EXCERPTED RECORDS Block Start
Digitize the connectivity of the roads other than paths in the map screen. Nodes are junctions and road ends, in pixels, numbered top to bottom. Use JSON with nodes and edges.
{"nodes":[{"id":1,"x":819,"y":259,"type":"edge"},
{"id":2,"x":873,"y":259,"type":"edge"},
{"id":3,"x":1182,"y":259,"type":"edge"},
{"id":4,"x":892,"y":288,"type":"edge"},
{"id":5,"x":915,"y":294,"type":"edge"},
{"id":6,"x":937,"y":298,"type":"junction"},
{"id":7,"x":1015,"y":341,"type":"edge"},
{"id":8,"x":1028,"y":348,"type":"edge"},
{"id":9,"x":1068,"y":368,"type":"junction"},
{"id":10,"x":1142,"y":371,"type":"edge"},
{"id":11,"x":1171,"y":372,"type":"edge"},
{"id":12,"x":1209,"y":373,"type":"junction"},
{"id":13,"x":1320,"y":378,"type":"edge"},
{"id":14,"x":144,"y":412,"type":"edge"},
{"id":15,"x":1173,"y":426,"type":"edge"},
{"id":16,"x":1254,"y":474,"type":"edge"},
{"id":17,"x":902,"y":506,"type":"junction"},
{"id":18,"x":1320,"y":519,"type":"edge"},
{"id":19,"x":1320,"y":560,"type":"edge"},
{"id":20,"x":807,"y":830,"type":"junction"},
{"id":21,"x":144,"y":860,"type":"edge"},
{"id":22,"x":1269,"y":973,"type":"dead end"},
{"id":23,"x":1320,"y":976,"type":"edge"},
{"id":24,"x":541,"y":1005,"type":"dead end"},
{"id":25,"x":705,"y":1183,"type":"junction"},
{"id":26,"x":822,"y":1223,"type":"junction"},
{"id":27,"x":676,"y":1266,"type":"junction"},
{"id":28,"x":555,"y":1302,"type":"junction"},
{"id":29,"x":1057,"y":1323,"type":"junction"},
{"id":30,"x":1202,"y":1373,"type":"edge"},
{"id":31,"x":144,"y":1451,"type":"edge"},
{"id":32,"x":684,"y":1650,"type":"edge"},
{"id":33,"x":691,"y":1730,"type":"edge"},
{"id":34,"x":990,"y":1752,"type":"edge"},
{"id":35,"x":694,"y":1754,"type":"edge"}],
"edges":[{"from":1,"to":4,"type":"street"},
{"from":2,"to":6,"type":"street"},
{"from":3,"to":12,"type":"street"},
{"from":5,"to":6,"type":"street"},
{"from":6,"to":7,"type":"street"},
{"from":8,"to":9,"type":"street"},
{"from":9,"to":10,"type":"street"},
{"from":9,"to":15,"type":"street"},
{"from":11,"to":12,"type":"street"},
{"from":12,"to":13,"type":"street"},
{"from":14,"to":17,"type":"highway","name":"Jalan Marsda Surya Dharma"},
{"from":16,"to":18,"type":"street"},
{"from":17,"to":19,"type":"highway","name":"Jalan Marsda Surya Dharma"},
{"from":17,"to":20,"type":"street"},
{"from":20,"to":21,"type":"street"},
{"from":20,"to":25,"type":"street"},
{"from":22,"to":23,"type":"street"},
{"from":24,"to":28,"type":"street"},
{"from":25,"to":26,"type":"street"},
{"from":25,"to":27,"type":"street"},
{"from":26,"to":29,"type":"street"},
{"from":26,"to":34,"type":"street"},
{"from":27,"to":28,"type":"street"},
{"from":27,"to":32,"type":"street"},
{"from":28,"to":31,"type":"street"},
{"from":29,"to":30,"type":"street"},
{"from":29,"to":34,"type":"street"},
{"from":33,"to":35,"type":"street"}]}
EXCERPTED RECORDS Block End
# EXERCISE DIRECTIONS
Your answer should be only the number of lines, in the entries above, that include "Dharma".

# ANSWER BOX
2